Several decades later, Schwartz reached a point in his life when he had the time and money to own sports cars again. The Rosylyn, New York resident acquired a number of Corvettes, but none of them—no matter how fast or how rare—satisfied his urge for that ’69 Motion car. Finally, it got to a point where Schwartz just had to get the car back. Fortunately, he knew someone who could help: Kevin Mackay.
In addition to running Corvette Repair Inc., a well-regarded restoration shop in Valley Stream, New York, Mackay is a National Corvette Restorers Society (NCRS) Master Judge, as well as a Bloomington Gold Benchmark Judge. Armed with knowledge, connections and resourcefulness, Mackay is a master at tracking down rare Corvettes. For example, he helped the late Chip Miller find the ex-Cunningham Corvette that won its class at the 24 Hours of Le Mans in 1960.
Schwartz was one of the first customers Mackay ever had, and over the past 25 years, Schwartz had occasionally mentioned his 1969 Baldwin-Motion Phase III Corvette. However, having heard similar stories from other clients, Mackay never really knew for sure if Schwartz indeed owned one of the rare Motion cars. Where was the proof? Mackay wondered. Then, one day, Schwartz surprised Mackay with some old photos of him with the Motion Corvette. Having convinced Mackay that he had indeed owned the car, Schwartz persuaded the restorer to help track it down.

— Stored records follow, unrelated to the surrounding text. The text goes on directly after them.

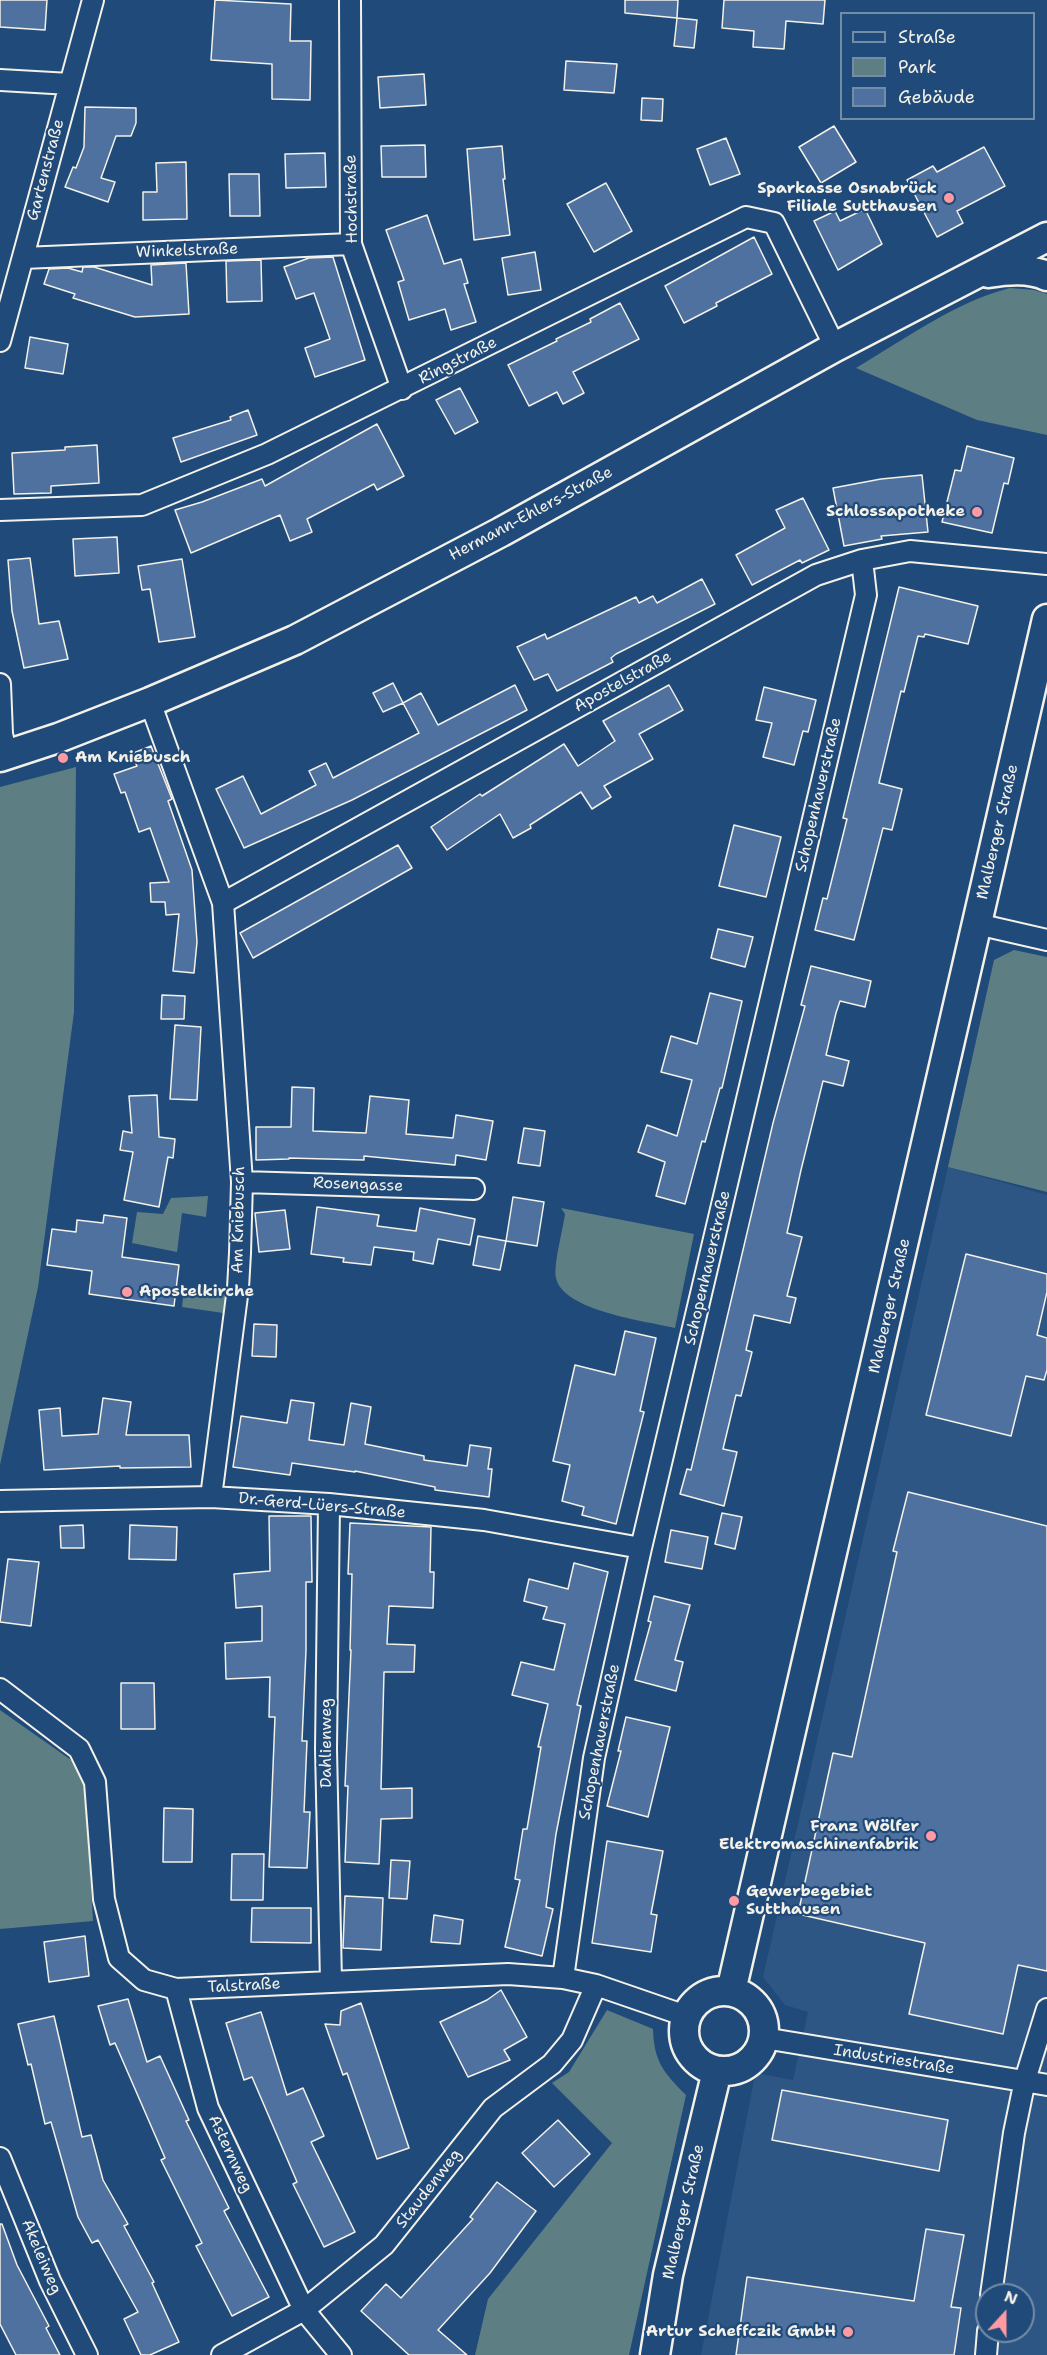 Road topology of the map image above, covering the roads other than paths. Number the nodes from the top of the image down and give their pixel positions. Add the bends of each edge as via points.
1 (93, 0) edge
2 (350, 0) edge
3 (0, 80) edge
4 (70, 84) junction
5 (1047, 237) edge
6 (351, 244) junction
7 (23, 258) junction
8 (974, 275) junction
9 (1047, 276) edge
10 (0, 341) edge
11 (836, 347) junction
12 (402, 389) junction
13 (0, 510) edge
14 (862, 560) junction
15 (1047, 564) edge
16 (1047, 619) edge
17 (0, 684) edge
18 (150, 702) junction
19 (4, 756) edge
20 (224, 903) junction
21 (977, 924) junction
22 (1047, 940) edge
23 (242, 1182) junction
24 (474, 1189) dead end
25 (211, 1497) junction
26 (0, 1501) edge
27 (329, 1504) junction
28 (641, 1548) junction
29 (0, 1689) edge
30 (563, 1978) junction
31 (331, 1982) junction
32 (596, 1985) junction
33 (176, 1989) junction
34 (731, 1991) junction
35 (1047, 2009) edge
36 (686, 2016) junction
37 (764, 2038) junction
38 (717, 2071) junction
39 (1025, 2080) junction
40 (1047, 2085) edge
41 (0, 2158) edge
42 (993, 2283) edge
43 (304, 2310) junction
44 (87, 2355) edge
45 (222, 2355) edge
46 (341, 2355) edge
47 (655, 2355) edge

1 - 4 street, Gartenstraße
2 - 6 street, Hochstraße
3 - 4 street
4 - 7 street, Gartenstraße
5 - 8 street, Hermann-Ehlers-Straße
6 - 7 street, Winkelstraße
6 - 12 street, Hochstraße
7 - 10 street, Gartenstraße
8 - 9 street via 1011,269
8 - 11 street, Hermann-Ehlers-Straße
11 - 12 street, Ringstraße via 774,222 746,217
11 - 18 street, Hermann-Ehlers-Straße via 501,532 295,640
12 - 13 street, Ringstraße via 267,454 142,505
14 - 15 street, Apostelstraße via 910,551
14 - 20 street, Apostelstraße via 816,575
14 - 28 street, Schopenhauerstraße via 866,595
16 - 21 street, Malberger Straße
17 - 19 street
18 - 19 street, Hermann-Ehlers-Straße
18 - 20 street, Am Kniebusch
20 - 23 street, Am Kniebusch
21 - 22 street
21 - 34 street, Malberger Straße
23 - 24 street, Rosengasse
23 - 25 street, Am Kniebusch via 238,1288
25 - 26 street, Dr.-Gerd-Lüers-Straße
25 - 27 street, Dr.-Gerd-Lüers-Straße
27 - 28 street, Dr.-Gerd-Lüers-Straße via 484,1520
27 - 31 street, Dahlienweg via 326,1749
28 - 30 street, Schopenhauerstraße via 594,1758
29 - 33 street, Talstraße via 79,1749 95,1782 104,1899 119,1958 144,1980
30 - 31 street, Talstraße via 508,1974
30 - 32 street, Talstraße
31 - 33 street, Talstraße
32 - 36 street, Talstraße
32 - 43 street, Staudenweg via 573,2040 552,2064 493,2108 384,2245
33 - 43 street, Asternweg via 208,2108
34 - 36 street via 704,1996
34 - 37 street via 756,2008 764,2025
35 - 39 street
36 - 38 street via 685,2040 689,2051 696,2060
37 - 38 street via 752,2060 736,2069
37 - 39 street, Industriestraße
38 - 47 street, Malberger Straße via 668,2275
39 - 40 street, Industriestraße
39 - 42 street
41 - 44 street, Akeleiweg via 50,2281
43 - 45 street, Staudenweg
43 - 46 street, Asternweg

Approximately one year after that conversation with Schwartz, Mackay was working on a Baldwin-Motion Phase III GT—the later, more heavily customized and luxurious Corvette. While hunting down parts on eBay, he came across a Phase III coupe for sale; it looked like it could be the one. He called Schwartz immediately to confer, giving him the eBay item number. Once logged on, Schwartz knew that, despite the car’s weathered appearance, he was looking at “his” Corvette. The clincher was a photo that showed a Stewart Warner fuel-pressure gauge mounted on the driver’s side wiper cowl. Schwartz had installed that himself. Without a doubt, he knew that Mackay had found the right car; Schwartz couldn’t believe his luck.
There were a few problems, however. First, the car was missing its motor and transmission. Second, despite the empty engine bay, the owner had set a “Buy It Now” price of $220,000. Mackay thought this was excessive, and advised Schwartz to make the owner an offer of $150,000. This was turned down. Then, after a few days, the listing was removed. When Mackay called the owner to inquire about the Corvette, he learned it had been swapped for an ultra-rare Central Office Production Order Camaro. “That was the last we heard of the car,” says Schwartz. “I was just devastated. We were that close!”

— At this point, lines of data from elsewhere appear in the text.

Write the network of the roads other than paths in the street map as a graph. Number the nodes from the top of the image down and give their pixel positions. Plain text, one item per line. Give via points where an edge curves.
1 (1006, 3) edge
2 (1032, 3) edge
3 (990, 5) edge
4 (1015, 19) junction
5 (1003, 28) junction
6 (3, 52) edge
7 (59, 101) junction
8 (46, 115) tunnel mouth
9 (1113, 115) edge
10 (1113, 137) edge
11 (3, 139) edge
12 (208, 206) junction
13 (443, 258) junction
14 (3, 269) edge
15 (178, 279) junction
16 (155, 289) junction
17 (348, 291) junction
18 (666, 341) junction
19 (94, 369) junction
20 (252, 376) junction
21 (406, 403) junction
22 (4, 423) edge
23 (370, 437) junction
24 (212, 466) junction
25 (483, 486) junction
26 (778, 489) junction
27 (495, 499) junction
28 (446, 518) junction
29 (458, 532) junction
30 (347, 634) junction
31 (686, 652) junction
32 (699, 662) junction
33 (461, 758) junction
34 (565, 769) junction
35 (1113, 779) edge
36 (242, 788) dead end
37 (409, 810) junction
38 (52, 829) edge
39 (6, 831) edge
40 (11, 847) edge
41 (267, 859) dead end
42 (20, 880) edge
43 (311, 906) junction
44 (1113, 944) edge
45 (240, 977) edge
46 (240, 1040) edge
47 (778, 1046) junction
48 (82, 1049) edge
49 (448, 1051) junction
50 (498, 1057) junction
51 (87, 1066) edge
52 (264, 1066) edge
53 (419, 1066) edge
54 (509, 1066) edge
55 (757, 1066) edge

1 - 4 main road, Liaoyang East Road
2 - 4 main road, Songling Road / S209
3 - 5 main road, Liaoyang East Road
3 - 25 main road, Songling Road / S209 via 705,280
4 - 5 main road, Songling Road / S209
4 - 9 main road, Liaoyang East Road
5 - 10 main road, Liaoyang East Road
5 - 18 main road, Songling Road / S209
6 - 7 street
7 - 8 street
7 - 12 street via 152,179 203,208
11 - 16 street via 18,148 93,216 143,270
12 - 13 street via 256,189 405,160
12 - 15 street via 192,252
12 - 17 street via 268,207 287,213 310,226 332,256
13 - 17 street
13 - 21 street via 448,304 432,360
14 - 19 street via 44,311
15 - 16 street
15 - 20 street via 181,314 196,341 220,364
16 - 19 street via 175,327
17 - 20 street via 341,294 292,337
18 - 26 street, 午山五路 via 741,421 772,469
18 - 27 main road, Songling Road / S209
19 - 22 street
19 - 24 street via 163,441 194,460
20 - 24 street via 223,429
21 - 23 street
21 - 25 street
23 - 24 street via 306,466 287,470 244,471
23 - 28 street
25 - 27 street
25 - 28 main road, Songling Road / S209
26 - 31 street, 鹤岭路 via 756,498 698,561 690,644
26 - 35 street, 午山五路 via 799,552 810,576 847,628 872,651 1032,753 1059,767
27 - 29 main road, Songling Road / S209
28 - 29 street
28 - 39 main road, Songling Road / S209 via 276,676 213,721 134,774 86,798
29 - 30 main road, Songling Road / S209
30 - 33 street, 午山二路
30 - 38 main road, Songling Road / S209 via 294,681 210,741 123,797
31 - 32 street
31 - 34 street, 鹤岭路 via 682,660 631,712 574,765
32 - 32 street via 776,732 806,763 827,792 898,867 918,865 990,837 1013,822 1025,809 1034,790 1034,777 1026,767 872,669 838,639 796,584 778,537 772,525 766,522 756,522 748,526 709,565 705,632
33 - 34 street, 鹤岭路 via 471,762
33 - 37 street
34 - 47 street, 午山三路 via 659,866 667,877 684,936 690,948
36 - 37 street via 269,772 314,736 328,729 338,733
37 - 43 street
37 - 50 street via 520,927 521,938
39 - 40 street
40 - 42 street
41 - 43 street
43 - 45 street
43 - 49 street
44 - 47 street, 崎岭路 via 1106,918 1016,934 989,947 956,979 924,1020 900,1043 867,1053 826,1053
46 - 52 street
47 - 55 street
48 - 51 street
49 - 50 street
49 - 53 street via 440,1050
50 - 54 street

Another year went by. Then, once again, Schwartz received a call from Mackay. “What are you doing this Saturday?” asked Mackay. Schwartz told him that he was attending a wedding.“No, you’re not!” Mackay said. “We’re going to an auction. Your car’s up for sale again. We’re going to go get your car back. No screwing around this time!”
A few days later, the pair were at the auction site in Connecticut, looking for their quarry among the field of 80 cars. Once they found it, Mackay was able to quickly ascertain that the Corvette had undergone an amateur restoration. “There were many things wrong with the car,” says Mackay. Although a proper L71 V8 and M21 gearbox had been fitted, not all of the correct Motion mods had been installed on the engine. Worse yet, the car didn’t run. Apparently, the owner had tax problems and needed to sell it in a hurry.